Hurricane Flossy originated from a tropical disturbance in the eastern Pacific Ocean and moved across Central America into the Gulf of Mexico as a tropical depression on September 21, 1956, which became a tropical storm on September 22 and a hurricane on September 23. The hurricane peaked with maximum sustained winds of 90 mph (150 km/h) before it struck the central Gulf coast of the United States as a Category 1 hurricane on September 24, and evolved into an extratropical cyclone on September 25.[1] It was the first hurricane to affect oil refining in the Gulf of Mexico. The tropical cyclone led to flooding in New Orleans, and broke a drought across the eastern United States. The death toll was 15, and total damages reached $24.8 million (1956 USD).[2][3]

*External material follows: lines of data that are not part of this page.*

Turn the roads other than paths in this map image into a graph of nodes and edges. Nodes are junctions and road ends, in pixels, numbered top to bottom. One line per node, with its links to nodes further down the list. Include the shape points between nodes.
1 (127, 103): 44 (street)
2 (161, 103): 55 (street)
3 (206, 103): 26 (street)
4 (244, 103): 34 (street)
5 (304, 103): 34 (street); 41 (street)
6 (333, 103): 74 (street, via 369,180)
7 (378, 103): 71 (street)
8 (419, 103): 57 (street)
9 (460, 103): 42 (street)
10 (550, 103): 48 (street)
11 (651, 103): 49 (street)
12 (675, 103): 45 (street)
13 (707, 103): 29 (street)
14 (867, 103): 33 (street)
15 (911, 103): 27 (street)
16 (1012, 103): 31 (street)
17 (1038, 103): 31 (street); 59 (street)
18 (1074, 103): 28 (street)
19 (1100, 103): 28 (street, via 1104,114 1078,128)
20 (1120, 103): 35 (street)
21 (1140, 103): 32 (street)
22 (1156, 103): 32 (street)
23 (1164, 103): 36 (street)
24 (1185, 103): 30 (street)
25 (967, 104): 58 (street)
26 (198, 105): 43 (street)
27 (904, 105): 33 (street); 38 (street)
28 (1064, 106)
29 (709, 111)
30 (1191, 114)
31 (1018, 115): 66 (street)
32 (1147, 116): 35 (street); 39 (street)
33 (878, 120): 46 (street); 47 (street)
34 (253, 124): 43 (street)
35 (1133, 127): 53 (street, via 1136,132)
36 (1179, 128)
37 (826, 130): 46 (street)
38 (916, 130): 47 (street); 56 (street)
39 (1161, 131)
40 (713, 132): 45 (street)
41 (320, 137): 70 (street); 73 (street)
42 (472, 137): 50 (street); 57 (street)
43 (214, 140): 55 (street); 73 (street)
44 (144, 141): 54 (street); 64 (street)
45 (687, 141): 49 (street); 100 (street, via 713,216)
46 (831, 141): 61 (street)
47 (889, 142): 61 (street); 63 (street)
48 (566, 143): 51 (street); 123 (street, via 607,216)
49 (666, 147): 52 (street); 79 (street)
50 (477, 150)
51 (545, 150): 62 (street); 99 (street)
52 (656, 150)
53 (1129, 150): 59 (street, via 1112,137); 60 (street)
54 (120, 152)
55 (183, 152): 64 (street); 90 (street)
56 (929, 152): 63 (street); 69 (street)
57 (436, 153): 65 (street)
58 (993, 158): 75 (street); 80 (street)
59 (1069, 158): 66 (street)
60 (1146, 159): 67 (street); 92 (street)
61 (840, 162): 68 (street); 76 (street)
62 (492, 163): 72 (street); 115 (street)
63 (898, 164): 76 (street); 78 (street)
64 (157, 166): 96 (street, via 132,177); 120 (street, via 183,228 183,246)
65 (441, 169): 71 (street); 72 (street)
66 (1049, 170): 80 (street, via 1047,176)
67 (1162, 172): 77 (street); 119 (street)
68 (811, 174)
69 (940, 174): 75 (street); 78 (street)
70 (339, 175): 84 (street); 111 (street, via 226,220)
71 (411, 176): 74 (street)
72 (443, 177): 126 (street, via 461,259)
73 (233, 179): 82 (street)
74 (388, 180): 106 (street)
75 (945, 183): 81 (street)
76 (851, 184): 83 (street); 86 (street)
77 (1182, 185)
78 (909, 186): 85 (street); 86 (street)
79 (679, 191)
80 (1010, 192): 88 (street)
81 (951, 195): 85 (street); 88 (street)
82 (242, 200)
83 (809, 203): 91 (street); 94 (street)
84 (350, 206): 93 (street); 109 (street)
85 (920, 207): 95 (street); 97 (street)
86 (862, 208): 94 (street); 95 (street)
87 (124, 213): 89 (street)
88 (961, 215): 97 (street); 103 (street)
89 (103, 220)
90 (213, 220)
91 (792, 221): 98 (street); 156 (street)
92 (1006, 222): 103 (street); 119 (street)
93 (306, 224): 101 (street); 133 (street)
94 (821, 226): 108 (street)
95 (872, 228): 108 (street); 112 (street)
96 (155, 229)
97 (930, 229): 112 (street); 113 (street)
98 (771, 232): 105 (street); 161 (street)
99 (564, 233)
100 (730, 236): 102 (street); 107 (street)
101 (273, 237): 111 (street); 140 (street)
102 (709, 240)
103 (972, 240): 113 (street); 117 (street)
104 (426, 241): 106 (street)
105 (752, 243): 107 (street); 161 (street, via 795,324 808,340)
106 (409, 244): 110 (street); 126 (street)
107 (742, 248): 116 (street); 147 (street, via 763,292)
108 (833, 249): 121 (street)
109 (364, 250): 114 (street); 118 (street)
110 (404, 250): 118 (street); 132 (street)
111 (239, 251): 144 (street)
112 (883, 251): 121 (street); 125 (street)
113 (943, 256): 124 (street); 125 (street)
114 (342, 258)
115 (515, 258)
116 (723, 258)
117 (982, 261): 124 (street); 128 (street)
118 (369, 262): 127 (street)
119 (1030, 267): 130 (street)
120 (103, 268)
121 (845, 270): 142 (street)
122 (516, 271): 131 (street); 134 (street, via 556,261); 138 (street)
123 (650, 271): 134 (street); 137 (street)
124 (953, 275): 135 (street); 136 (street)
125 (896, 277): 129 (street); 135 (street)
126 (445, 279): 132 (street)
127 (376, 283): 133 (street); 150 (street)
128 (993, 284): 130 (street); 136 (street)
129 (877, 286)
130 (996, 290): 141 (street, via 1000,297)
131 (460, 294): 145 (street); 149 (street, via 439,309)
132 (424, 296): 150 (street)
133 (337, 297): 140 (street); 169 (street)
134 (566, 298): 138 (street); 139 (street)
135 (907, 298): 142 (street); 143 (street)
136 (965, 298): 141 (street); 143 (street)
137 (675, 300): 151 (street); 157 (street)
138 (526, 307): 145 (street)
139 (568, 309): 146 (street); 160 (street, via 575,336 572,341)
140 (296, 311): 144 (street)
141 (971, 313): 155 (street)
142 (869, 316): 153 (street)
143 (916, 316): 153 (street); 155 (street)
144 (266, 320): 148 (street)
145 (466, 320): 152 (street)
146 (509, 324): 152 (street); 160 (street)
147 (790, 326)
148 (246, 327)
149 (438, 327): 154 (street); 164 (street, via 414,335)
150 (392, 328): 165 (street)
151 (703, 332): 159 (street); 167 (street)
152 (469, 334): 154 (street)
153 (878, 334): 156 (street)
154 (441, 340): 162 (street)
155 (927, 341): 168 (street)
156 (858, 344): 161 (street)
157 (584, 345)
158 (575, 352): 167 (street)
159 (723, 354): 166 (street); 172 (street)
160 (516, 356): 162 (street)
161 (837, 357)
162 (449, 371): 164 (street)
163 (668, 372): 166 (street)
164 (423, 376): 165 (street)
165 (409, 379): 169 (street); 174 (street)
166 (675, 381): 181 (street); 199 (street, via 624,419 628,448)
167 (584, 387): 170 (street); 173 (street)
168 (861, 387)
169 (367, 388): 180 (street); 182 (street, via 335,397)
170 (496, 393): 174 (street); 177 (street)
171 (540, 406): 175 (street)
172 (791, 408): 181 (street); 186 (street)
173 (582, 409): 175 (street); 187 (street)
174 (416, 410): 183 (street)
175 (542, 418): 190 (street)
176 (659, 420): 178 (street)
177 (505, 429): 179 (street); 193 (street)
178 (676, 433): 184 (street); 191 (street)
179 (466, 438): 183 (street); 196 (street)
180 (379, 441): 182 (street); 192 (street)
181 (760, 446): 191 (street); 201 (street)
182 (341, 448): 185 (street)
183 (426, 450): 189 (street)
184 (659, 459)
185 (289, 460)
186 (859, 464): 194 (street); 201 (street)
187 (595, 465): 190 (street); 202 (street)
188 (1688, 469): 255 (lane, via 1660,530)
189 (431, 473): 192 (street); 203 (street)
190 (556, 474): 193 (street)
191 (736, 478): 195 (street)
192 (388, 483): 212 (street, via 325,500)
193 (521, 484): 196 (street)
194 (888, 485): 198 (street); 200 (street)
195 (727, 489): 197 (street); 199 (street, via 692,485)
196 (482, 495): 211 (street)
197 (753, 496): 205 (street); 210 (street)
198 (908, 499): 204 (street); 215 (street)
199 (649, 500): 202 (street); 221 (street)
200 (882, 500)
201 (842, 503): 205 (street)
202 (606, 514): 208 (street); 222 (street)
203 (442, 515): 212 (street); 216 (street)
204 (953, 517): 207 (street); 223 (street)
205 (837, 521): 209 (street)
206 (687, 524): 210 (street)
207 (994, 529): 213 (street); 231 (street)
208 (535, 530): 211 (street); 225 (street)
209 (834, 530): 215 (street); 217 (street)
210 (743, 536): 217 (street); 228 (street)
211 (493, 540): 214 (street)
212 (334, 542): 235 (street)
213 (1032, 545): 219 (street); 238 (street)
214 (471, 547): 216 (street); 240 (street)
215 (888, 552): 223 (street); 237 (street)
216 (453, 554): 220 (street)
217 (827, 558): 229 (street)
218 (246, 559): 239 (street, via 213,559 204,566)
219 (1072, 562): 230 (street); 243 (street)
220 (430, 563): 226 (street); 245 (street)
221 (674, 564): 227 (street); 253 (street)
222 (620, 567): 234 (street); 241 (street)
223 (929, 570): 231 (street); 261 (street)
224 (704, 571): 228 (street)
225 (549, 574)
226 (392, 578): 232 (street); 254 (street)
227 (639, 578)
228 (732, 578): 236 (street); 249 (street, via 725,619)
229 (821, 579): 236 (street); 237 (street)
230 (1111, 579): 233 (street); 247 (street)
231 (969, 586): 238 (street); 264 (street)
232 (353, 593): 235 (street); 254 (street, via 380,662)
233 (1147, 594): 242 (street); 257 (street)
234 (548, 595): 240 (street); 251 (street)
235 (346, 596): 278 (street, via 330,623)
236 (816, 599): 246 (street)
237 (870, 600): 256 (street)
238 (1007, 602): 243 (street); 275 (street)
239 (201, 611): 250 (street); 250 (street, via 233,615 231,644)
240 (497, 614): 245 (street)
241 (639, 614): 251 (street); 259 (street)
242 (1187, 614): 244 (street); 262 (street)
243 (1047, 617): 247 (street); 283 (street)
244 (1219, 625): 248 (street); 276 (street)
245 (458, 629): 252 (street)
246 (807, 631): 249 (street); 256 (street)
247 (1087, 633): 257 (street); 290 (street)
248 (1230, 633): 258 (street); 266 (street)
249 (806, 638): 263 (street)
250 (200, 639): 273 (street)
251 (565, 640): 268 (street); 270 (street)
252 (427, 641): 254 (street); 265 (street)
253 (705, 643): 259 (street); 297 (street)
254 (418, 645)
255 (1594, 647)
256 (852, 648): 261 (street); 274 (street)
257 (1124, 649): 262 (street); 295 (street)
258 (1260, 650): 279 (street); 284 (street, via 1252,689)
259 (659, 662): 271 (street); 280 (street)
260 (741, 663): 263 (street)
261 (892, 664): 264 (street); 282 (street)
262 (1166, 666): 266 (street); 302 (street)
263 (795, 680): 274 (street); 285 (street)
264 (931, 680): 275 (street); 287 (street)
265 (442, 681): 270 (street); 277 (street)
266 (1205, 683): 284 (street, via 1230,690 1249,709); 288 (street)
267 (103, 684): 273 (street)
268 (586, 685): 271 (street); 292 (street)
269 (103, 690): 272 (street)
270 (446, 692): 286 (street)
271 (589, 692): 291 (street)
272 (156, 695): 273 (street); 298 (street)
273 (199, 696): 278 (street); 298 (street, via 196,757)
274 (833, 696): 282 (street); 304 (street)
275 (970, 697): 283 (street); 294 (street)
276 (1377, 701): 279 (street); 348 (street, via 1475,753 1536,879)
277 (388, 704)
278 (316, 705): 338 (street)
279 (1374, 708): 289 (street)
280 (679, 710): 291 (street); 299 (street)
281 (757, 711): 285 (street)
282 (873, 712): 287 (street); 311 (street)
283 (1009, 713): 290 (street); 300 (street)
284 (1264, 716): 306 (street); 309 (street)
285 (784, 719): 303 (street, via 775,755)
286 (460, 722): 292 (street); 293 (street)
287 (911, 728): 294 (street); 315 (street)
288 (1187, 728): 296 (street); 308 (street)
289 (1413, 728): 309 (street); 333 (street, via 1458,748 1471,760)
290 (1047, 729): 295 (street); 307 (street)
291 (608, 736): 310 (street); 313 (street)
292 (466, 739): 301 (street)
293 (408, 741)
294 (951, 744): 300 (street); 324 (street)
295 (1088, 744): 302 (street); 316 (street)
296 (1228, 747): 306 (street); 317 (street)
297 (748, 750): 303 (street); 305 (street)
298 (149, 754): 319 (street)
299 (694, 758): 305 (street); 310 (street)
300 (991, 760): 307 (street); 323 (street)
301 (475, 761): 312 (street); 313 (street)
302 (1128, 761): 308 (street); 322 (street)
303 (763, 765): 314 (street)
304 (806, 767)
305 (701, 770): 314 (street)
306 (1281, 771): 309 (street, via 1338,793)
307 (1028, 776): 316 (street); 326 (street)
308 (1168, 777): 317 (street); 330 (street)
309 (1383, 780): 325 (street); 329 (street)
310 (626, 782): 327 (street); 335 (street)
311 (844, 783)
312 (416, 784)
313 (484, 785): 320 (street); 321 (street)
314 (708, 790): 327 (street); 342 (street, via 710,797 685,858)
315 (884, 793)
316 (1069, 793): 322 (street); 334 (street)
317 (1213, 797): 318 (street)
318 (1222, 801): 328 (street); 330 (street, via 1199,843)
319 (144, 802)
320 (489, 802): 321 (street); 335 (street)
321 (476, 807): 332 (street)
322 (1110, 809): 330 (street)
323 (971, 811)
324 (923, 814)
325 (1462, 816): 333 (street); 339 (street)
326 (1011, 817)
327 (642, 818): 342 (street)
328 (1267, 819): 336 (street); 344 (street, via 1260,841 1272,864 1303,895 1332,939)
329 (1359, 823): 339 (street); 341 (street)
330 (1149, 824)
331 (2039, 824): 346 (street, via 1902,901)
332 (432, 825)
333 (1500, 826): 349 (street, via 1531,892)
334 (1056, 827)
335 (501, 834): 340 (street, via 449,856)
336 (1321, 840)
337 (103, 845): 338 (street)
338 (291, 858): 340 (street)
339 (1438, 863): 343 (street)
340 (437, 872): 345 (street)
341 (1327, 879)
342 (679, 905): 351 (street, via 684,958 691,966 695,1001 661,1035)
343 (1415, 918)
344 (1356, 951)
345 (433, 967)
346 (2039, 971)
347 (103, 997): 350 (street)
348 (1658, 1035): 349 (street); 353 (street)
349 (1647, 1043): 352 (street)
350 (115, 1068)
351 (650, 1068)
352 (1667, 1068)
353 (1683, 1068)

Meteorological history[edit]

Map plotting the track and intensity of the storm according to the Saffir–Simpson hurricane wind scale

A tropical disturbance moved northward, crossing Guatemala from the eastern Pacific ocean into the northwest Caribbean Sea between September 20 and September 21. It became a tropical cyclone soon after emerging into the Caribbean, and moved across the Yucatán Peninsula as a tropical depression before becoming a tropical storm in the Gulf of Mexico on September 22 and a hurricane on September 23. It turned sharply east-northeast across the Mouth of the Mississippi river on September 24 as a minor hurricane.[4] The storm continued east-northeast and made landfall in Florida east of Pensacola. The system evolved into an extratropical cyclone soon after passing out of the Sunshine State and continued moving east to northeast hugging the Atlantic Seaboard to near the Virginia Capes before moving slowly through the shipping lanes between Canada and Bermuda, blocked by a high pressure system in southeast Canada.[5]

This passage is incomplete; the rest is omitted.